From a boy selling tea at a non-descript railway station in Gujarat to help out his poor father, Narendra Modi, who is all set to become India’s Prime Minister for a second successive tenure, fought his way off the streets to become one of the country’s most popular mass leaders. You are either an admirer of Modi or his adversary. There is nothing in between. Such is the image he has carved for himself after launching his career in nationalist politics. The 68-year-old BJP leader does not shy away from publicising his humble roots and at the same time portraying himself as the uncompromising leader committed to protecting India's national security and Hindutva values, pressing its claims to be the world's rising power.

There have been strident criticism of Modi’s economic reforms and businesses still complain about the sudden demonetization in November 2016 and introduction of Goods and Services Tax in 2017 in a bid to flush out black money. But Modi stuck to his course and little mud has stuck and few dispute that Modi, ‘NaMo’ as he is known, drives India's national agenda while expertly baiting Pakistan and the opposition Congress party, especially its leader Rahul Gandhi.

Gifted with excellent communication skills, Modi regales rallies with stories of how he is ‘a son of soil’, contrasting himself with Rahul Gandhi as a ‘spoilt’ member of the Gandhi dynasty that has dominated India for much of the time since independence seven decades ago. Modi terms himself as a ‘chowkidar’ and dubs Rahul as ‘inamdar.’

Narendra Damodardas Modi is joined the Rashtriya Swayamsevak Sangh (RSS) at the age of eight and left home as a teenager, abandoning a marriage arranged by his family, to become an RSS activist. An assiduously hard worker, Modi rose through the ranks of the RSS and its political front the Bharatiya Janata Party (BJP) which sent him to become chief minister of Gujarat home in 2001 at a time when the party was faced with serious infighting there.
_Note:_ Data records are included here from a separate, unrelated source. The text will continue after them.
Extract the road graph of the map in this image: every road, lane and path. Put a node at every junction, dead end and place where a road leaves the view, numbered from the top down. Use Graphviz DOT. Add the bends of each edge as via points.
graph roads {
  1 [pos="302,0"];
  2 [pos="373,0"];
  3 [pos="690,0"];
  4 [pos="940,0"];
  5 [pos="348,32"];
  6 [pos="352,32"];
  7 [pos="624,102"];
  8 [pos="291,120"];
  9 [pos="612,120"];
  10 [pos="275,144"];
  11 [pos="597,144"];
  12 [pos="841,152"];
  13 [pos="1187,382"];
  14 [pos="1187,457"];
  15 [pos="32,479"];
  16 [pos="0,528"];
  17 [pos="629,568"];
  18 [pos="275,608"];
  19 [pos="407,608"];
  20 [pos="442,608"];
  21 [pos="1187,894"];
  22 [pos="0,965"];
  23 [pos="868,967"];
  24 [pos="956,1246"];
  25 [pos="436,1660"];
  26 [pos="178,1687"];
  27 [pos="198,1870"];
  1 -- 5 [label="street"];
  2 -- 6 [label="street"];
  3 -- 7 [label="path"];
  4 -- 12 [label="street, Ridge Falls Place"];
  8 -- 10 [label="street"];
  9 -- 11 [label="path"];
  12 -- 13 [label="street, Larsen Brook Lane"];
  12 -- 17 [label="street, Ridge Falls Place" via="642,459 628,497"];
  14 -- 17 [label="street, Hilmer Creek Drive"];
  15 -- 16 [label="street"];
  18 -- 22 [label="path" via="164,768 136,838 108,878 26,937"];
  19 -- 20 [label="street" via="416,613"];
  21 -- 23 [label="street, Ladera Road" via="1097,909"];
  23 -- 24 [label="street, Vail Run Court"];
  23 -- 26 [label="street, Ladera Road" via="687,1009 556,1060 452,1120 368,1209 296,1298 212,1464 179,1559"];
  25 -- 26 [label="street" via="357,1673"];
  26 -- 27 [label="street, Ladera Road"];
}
Bolstering the Gujarat economy and espousing outspoken nationalist credentials provided the launch pad for Modi to lead the BJP into the 2014 general election despite a section of the party being opposed to his elevation as its Prime Ministerial candidate. But he led the party to its biggest landslide in parliamentary polls decimating Congress.

Modi is not without shadows in his history and chinks in his communications defences. After a train carrying Hindu pilgrims caught fire killing about 60 people in 2002, riots broke out that left at least 1,000 people, mainly Muslims, dead. Modi was accused of complicity in stirring up the riots but two courts found there was no case to answer.

Sometimes Modi's comments come back to haunt him. While campaigning in 2014 he claimed to have a 56-inch muscle man's chest to make tough decisions. His opponents and comedians still mock him as ‘Mr 56 inch’. Journalists have a difficult time as Modi has never given a press conference as prime minister and critics say his rare television interviews are carefully stage-managed.

Rahul Gandhi regularly hits out at what he calls Modi's ‘autocratic backlash’ since taking power. Modi's personalised politics will be the ‘defining’ issue of the Indian election, even his party admits, while many experts say that Modi is carrying his party through this election. ‘Take away Modi and 90 percent of the speeches of the opposition leaders would be over,’ Finance Minister Arun Jaitley had said in a newpaper interview recently.

Modi has the capability of setting the agenda of political discourse and dominating the message in an effective manner. That was the reason why he could help the BJP turn on its head the strong anti-incumbency against his government to a pro-incumbency wave.